--- START ---

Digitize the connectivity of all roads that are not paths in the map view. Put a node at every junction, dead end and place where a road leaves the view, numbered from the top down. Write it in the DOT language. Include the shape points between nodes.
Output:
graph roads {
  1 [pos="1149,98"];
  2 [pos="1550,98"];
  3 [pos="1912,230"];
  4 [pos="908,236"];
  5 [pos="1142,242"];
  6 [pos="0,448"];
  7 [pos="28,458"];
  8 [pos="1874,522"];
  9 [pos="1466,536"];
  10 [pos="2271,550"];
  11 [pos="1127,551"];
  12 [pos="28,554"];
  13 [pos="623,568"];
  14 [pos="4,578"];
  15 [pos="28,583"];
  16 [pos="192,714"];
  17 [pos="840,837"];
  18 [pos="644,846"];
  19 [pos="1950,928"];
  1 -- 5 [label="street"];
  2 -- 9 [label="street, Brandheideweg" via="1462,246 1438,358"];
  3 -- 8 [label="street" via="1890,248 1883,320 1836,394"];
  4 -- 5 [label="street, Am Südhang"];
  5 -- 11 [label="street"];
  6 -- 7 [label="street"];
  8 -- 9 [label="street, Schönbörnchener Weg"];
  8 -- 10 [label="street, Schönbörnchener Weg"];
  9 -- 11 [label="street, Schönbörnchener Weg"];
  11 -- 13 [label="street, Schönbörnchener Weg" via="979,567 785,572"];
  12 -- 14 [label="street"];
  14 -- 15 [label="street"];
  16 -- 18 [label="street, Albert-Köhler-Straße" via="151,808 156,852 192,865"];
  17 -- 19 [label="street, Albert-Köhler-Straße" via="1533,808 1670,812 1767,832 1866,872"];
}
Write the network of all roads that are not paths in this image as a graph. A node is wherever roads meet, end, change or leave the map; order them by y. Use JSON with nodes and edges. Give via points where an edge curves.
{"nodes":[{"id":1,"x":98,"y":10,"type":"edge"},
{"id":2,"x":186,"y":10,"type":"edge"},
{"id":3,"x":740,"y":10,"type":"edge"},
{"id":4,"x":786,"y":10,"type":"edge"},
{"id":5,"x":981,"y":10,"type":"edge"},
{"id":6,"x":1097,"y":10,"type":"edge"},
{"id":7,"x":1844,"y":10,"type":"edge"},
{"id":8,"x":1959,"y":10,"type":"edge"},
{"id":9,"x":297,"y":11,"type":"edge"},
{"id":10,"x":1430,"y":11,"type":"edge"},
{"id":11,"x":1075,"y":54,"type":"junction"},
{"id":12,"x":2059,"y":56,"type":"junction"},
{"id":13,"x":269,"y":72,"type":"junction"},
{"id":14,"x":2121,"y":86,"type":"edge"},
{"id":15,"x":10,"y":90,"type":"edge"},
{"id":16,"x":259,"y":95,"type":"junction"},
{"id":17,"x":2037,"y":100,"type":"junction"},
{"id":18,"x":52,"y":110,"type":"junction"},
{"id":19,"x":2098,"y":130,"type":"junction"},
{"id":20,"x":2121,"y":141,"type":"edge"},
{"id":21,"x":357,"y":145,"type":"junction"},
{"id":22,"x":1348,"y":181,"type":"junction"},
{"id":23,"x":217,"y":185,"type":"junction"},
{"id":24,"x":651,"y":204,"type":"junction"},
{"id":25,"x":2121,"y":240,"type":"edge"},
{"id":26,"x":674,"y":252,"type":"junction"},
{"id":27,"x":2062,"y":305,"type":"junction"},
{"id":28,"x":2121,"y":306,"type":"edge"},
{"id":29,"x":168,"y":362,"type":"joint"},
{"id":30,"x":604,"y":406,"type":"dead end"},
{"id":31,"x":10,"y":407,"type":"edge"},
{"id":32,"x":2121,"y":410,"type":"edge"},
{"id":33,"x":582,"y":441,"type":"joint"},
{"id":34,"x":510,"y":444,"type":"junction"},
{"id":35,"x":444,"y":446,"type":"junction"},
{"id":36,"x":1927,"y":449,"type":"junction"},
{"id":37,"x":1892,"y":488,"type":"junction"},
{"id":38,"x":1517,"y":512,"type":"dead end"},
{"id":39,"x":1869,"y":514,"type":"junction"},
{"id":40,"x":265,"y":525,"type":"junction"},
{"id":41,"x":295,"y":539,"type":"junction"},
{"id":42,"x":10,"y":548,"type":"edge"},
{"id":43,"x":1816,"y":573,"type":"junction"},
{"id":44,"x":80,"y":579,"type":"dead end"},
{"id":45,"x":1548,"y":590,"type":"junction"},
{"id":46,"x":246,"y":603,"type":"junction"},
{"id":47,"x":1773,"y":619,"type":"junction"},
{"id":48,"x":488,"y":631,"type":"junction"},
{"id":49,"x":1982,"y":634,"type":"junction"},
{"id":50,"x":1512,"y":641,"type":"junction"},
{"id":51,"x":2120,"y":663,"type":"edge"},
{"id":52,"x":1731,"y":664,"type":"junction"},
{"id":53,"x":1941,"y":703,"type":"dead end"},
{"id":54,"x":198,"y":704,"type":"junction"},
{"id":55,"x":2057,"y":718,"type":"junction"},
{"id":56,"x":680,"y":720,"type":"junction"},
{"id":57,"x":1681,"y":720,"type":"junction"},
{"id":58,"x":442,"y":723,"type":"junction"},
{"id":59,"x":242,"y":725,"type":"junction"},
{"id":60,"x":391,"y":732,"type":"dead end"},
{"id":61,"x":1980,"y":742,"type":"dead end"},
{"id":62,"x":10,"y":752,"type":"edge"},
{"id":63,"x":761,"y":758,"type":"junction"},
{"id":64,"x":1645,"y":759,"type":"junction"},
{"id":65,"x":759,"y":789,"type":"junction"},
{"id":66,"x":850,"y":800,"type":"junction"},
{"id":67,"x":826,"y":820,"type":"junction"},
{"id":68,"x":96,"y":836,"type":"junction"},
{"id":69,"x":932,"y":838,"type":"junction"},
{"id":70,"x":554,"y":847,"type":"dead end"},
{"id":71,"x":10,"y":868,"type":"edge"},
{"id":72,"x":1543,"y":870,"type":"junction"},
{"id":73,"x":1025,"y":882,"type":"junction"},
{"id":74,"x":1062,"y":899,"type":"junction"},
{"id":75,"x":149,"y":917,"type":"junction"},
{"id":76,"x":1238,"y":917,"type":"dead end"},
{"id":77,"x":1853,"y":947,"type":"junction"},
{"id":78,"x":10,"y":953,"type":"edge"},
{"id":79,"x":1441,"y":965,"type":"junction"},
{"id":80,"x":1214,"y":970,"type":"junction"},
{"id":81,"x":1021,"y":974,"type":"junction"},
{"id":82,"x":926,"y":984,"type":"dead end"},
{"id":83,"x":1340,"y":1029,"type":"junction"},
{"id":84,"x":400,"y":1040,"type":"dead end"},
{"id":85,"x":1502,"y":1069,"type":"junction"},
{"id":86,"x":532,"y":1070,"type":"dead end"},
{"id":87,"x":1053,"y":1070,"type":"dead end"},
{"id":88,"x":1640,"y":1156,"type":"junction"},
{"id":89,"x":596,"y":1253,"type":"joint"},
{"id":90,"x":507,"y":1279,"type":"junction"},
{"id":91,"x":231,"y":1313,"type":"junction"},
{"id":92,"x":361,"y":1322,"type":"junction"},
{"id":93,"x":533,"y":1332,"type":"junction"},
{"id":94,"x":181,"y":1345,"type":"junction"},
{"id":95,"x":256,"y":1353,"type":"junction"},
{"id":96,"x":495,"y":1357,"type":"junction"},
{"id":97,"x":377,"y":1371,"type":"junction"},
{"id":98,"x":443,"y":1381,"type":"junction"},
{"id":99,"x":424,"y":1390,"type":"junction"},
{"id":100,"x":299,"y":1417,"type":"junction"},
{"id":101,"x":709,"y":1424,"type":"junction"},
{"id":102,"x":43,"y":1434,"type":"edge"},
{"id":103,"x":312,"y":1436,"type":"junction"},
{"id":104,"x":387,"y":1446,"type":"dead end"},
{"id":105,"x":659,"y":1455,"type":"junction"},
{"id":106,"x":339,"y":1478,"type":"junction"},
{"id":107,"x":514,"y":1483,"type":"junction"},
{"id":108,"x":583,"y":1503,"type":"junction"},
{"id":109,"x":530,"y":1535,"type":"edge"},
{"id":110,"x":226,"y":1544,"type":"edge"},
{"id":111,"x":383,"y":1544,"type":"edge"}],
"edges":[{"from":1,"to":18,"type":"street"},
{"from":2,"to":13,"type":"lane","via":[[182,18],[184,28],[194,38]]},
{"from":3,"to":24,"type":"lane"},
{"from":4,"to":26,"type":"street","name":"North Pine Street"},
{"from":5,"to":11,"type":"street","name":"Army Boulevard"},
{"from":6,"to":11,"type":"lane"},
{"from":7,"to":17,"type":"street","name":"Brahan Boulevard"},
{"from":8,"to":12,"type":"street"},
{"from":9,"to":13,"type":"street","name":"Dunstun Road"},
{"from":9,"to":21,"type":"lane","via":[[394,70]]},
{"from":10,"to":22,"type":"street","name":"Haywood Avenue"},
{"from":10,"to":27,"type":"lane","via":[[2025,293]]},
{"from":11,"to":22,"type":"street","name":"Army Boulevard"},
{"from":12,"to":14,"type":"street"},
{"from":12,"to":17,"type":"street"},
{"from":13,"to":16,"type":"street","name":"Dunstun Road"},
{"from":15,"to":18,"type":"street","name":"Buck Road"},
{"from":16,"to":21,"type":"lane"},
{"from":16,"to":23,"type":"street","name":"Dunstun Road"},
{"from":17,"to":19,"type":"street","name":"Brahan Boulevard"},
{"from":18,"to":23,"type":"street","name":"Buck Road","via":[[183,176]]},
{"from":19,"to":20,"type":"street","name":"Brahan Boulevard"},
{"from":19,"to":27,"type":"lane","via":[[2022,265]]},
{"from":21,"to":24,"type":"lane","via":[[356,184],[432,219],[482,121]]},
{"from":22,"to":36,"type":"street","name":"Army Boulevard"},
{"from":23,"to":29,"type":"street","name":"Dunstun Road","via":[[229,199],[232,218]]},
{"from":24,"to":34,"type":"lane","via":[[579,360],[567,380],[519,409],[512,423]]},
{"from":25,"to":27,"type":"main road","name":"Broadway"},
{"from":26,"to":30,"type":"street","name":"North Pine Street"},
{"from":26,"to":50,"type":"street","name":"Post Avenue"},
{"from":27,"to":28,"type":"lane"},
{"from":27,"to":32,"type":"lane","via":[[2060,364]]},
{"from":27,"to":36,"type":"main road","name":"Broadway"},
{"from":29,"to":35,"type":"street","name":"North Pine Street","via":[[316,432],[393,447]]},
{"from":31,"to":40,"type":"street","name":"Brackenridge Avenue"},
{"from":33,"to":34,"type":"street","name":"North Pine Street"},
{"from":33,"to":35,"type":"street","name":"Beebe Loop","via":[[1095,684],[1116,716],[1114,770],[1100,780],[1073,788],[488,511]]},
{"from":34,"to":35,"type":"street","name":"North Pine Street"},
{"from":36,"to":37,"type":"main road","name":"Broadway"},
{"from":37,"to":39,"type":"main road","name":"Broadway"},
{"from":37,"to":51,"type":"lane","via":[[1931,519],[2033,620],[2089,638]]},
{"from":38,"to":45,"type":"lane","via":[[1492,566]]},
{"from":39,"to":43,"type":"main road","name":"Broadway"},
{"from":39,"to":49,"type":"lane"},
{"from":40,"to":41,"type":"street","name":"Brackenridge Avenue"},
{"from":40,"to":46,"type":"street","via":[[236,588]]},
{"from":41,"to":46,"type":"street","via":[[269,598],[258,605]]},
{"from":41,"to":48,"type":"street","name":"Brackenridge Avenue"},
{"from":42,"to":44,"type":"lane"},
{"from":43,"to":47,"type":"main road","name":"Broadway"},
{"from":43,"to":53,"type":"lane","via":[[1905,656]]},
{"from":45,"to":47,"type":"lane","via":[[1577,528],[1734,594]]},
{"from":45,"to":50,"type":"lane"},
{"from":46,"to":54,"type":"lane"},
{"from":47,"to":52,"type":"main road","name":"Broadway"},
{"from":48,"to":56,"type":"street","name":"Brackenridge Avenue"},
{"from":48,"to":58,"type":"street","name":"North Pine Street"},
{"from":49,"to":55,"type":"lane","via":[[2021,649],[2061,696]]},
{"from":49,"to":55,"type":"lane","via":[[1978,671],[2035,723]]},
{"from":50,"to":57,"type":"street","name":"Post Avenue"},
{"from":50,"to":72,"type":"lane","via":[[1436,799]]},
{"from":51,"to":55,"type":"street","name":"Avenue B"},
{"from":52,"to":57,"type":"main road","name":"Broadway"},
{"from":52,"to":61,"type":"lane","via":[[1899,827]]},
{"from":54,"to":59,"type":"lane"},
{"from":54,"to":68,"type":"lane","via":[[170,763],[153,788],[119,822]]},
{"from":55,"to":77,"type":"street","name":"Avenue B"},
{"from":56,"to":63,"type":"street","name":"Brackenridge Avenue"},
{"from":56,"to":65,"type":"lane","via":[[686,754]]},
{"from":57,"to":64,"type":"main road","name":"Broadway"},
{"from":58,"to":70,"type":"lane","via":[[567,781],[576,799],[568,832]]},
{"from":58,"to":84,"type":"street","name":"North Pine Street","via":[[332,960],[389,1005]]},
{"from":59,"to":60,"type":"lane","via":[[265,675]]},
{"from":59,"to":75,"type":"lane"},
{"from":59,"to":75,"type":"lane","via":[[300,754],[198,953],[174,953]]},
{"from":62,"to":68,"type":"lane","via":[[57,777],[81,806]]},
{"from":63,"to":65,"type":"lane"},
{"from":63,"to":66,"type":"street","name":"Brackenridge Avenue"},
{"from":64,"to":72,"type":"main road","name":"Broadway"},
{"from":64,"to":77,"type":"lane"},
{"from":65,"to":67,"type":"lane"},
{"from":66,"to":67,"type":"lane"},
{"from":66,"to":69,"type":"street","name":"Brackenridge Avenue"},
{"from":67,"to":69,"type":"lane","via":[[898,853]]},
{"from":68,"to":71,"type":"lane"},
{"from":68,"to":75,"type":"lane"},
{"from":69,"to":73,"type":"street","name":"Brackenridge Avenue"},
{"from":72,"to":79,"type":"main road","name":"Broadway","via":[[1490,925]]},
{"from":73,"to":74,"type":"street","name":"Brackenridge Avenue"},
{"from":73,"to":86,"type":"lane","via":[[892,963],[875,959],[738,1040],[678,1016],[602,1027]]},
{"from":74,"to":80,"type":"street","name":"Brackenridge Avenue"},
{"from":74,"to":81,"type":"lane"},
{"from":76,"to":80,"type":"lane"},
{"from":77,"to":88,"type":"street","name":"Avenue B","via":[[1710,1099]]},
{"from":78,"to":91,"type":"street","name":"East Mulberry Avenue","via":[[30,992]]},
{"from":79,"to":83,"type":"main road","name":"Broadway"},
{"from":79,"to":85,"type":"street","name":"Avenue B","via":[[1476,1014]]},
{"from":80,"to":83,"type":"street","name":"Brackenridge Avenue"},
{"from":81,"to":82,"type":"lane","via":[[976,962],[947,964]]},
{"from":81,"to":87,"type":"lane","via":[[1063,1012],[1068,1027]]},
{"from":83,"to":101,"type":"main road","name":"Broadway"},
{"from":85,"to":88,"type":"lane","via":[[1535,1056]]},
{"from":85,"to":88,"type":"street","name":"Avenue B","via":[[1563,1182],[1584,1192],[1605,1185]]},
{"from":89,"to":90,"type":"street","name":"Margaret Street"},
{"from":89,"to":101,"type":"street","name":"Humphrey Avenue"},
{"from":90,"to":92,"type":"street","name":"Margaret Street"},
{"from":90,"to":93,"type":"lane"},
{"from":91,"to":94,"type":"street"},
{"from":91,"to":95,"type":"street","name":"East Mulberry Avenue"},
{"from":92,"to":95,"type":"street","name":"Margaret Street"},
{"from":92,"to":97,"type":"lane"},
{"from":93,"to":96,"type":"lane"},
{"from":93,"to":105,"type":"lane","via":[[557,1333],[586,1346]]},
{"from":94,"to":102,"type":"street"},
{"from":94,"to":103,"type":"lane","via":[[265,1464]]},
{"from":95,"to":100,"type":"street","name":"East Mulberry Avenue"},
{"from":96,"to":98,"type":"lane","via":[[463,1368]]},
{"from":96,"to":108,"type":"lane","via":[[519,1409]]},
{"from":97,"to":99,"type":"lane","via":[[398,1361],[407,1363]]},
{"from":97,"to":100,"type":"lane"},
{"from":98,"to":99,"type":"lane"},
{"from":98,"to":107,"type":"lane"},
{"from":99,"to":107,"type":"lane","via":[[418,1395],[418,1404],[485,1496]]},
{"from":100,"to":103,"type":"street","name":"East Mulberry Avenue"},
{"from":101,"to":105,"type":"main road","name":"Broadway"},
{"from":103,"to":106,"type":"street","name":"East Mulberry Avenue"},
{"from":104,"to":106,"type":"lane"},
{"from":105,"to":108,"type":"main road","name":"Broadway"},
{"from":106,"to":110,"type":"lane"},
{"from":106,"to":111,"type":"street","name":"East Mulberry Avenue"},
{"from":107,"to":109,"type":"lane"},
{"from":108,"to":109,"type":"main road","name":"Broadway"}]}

--- END ---

• _Brief_
Whenever the string "edges" shows up in a line above, copy that line.

• _Exercise response_
Write the network of all roads that are not paths in this image as a graph. A node is wherever roads meet, end, change or leave the map; order them by y. Use JSON with nodes and edges. Give via points where an edge curves.
"edges":[{"from":1,"to":18,"type":"street"},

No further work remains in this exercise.